Commissions and fees 4.5

Ease of use4

Number of deals 4.5

Due diligence 4

Historical performance 4

Liquidity 2.5

Upright provides an interesting spin on fractional real estate investment. While most platforms are equity-based, Upright is debt-focused. This reduces risk, as your investments are secured by collateral. In the event of borrower default, Uprise can leverage a first-position mortgage to enforce payment legally. This is displayed with their 99.7% success rate of returning at least your principal investment.

The 10.8% average annualized return is also favorable. Overall, Upright is an appealing platform for real estate investors and borrowers.

This review walks you through everything needed, including how it works, offerings, historical performance, safety, and more.

Pros and cons

Pros

Pros

  • Fixed and mostly predictable distributions

  • Regular performance reports and updates

  • 10.8% average annualized returns for investors

  • 99.7% success rate of returning principal investments

  • Investments are collateralized by first-position mortgages

  • Variety of investment products and loan options for investors and borrowers

  • Borrowers and deals are heavily screened, with only 6-8% of projects approved

Cons

Cons

  • Potential for late distributions if borrowers are delinquent

  • High minimum investments of $1,000, $5,000, or $15,000

  • Only available to accredited investors and qualified borrowers

  • There are no secondary markets, with the inability to withdraw investments early

  • Potential risks associated with real estate investing, such as market fluctuations and property-specific issues

Upright

What is Upright

Upright is a real estate investment platform that connects accredited investors with vetted residential real estate loans.
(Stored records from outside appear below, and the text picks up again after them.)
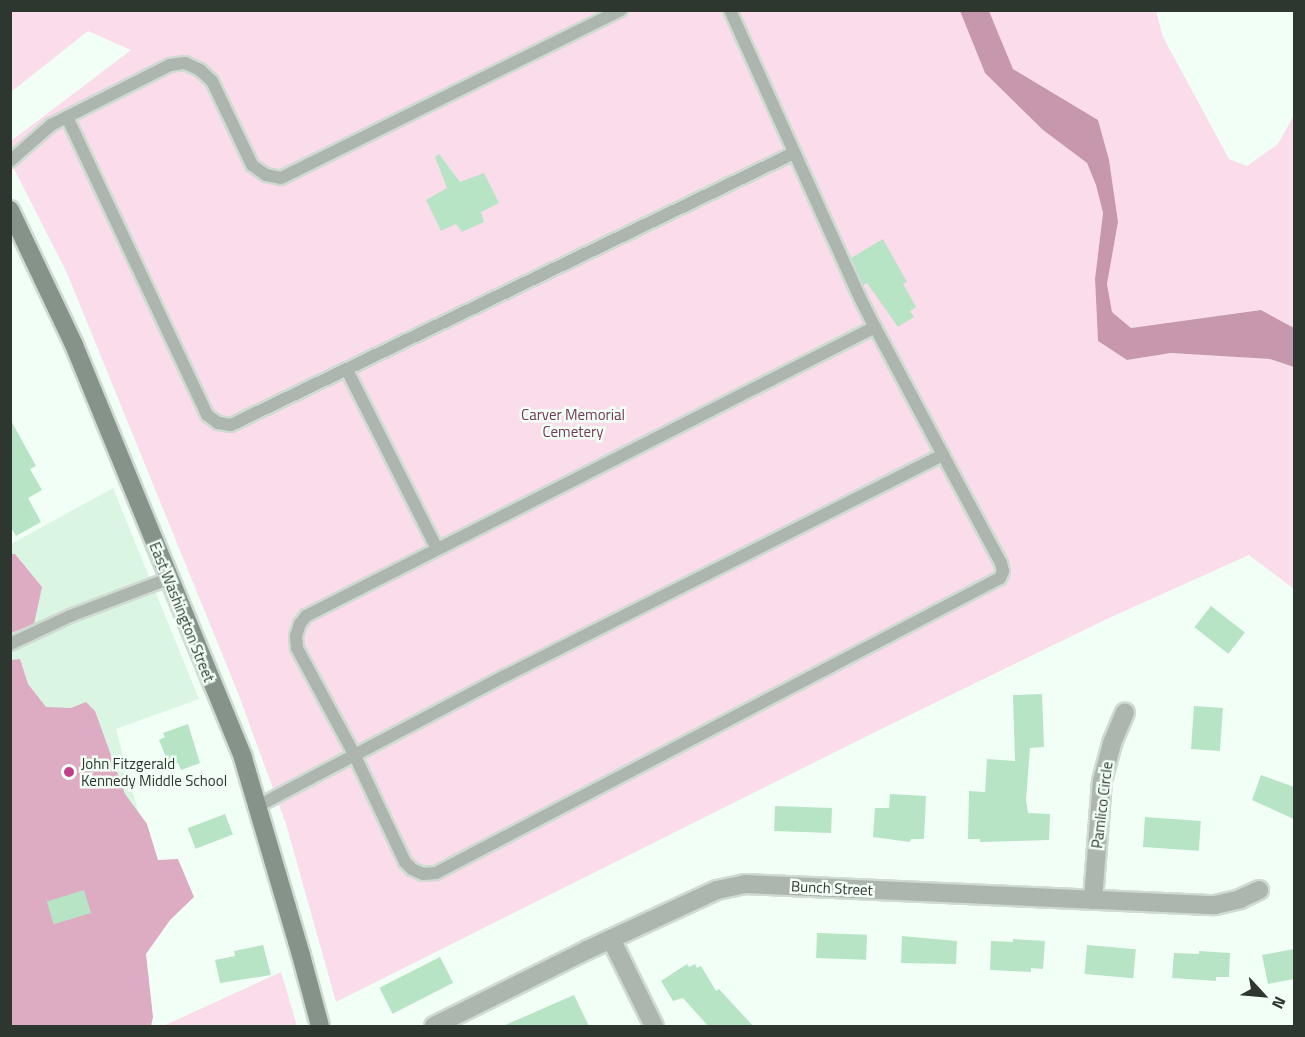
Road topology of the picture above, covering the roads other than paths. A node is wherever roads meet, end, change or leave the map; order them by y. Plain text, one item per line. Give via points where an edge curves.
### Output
1 (621, 10) edge
2 (730, 10) edge
3 (67, 117) junction
4 (794, 153) junction
5 (10, 161) edge
6 (10, 210) edge
7 (875, 327) junction
8 (347, 370) junction
9 (943, 455) junction
10 (437, 549) junction
11 (168, 579) junction
12 (10, 644) edge
13 (1125, 713) dead end
14 (354, 754) junction
15 (258, 806) junction
16 (1259, 890) dead end
17 (1093, 900) junction
18 (611, 939) junction
19 (320, 1026) edge
20 (434, 1026) edge
21 (654, 1026) edge

1 - 3 lane via 281,178 266,175 252,165 212,81 185,63 170,65
2 - 4 lane
3 - 5 lane via 51,125
3 - 8 lane via 207,415 218,423 231,425
4 - 7 lane
4 - 8 lane
6 - 11 main road, East Washington Street via 74,345
7 - 9 lane
7 - 10 lane
8 - 10 lane
9 - 14 lane
9 - 14 lane via 1001,563 1000,578 436,873 423,874 405,862
10 - 14 lane via 306,616 300,624 297,648
11 - 12 lane via 70,616
11 - 15 main road, East Washington Street via 243,758
13 - 17 street, Pamlico Circle via 1102,781
14 - 15 lane
15 - 19 main road, East Washington Street
16 - 17 street, Bunch Street via 1215,905
17 - 18 street, Bunch Street via 745,884 717,890
18 - 20 street, Bunch Street
18 - 21 street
The platform focuses on providing loans secured by first-position mortgages. This approach differs from other real estate crowdfunding platforms that primarily offer equity investments. Accredited investors can earn passive income through fractional investments in these loans.
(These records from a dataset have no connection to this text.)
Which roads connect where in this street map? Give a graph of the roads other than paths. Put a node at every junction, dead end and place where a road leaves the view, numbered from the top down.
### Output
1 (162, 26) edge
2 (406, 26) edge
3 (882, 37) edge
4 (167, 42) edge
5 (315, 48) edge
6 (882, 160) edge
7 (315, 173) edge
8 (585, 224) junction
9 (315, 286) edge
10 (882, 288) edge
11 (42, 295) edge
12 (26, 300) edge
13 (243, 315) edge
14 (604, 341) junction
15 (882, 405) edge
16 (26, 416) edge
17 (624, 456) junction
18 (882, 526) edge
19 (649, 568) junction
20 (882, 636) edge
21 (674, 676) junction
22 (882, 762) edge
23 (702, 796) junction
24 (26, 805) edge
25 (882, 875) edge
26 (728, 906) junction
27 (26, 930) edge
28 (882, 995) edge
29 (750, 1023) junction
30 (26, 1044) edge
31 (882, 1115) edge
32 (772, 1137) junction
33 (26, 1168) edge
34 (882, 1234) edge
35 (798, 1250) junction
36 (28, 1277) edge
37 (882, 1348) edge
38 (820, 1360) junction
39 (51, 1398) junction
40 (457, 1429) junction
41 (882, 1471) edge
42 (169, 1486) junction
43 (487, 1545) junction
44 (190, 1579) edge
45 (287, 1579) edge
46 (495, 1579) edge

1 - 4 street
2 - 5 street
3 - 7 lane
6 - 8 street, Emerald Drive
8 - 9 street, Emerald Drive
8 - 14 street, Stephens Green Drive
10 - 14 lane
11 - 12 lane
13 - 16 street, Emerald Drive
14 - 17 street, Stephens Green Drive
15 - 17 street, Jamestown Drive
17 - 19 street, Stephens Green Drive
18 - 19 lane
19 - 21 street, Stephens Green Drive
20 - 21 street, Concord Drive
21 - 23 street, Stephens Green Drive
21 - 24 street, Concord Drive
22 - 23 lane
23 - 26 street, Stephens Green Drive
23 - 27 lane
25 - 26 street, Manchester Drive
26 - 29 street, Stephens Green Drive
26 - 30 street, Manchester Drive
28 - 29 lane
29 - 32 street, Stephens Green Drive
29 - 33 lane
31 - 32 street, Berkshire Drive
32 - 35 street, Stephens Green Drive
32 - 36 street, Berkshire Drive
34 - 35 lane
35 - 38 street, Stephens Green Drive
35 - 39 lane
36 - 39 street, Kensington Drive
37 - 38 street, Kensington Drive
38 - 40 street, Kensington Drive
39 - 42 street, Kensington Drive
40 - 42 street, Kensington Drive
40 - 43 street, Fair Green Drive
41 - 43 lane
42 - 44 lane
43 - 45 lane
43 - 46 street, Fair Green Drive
In addition to serving investors, Upright also acts as a direct money lender for real estate investors and developers seeking financing for their residential projects. The platform offers a variety of loan products, including rehab loans, new construction loans, portfolio loans, and DSCR rental loans, with competitive rates and terms.

The platform employs strict underwriting criteria. Only 6-8% of projects are approved, and Upright provides regular performance reports to investors.

How does Upright work?

Upright screens residential real estate deals from borrowers and presents them to accredited investors. Effectively, it's a two-sided mortgage capital market platform. As such, it works depending on which side you're on:

For investors

Upright offers investors three mortgage investment products. While the products are explained in detail below, you must notably be an accredited investor. This means you must have a $1,000,000 net worth, earn $200,000 annually, or be a licensed investment professional in good standing.
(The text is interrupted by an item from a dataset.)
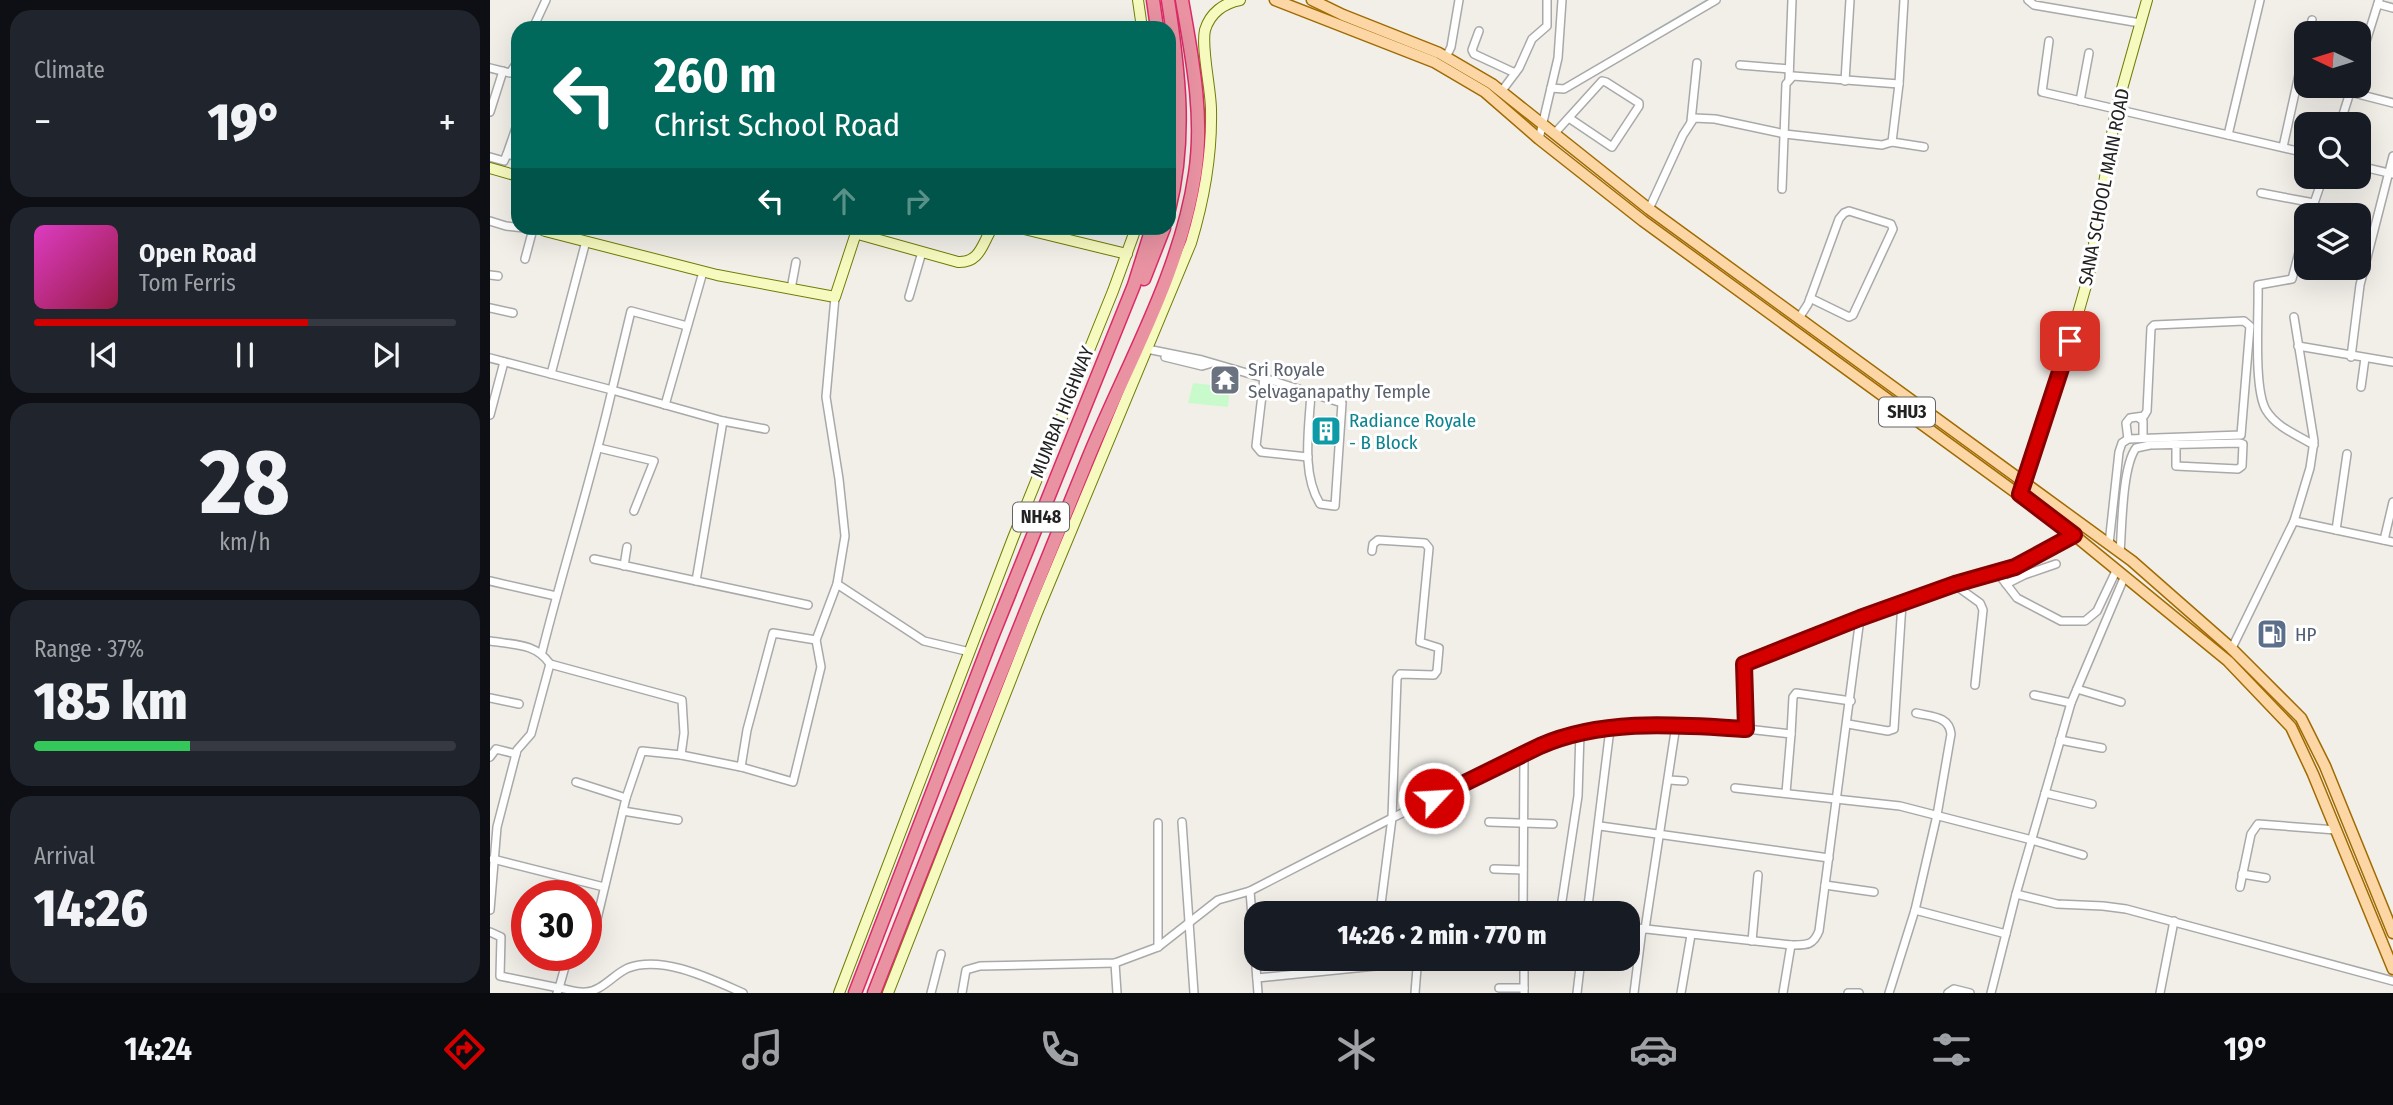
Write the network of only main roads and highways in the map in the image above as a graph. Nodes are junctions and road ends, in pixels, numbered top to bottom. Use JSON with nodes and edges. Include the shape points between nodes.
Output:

To start, you must sign up and verify your accredited status, transfer funds to your Upright wallet, and then select an investment product. The products vary in term lengths, distributions, and minimum investments. However, all Upright products have a lockup period preventing early withdrawals.

For borrowers

For borrowers, Upright offers short-term and long-term mortgage financing for your projects. This includes hard money loans of up to 15 months for projects relating to rehab, new construction, or portfolio loans. You must have an exit strategy to ensure investors receive their money back. 

Otherwise, Upright also offers DSCR loans for a 15-year or 30-year term length. Upright emphasizes faster and more flexible financing than traditional banks.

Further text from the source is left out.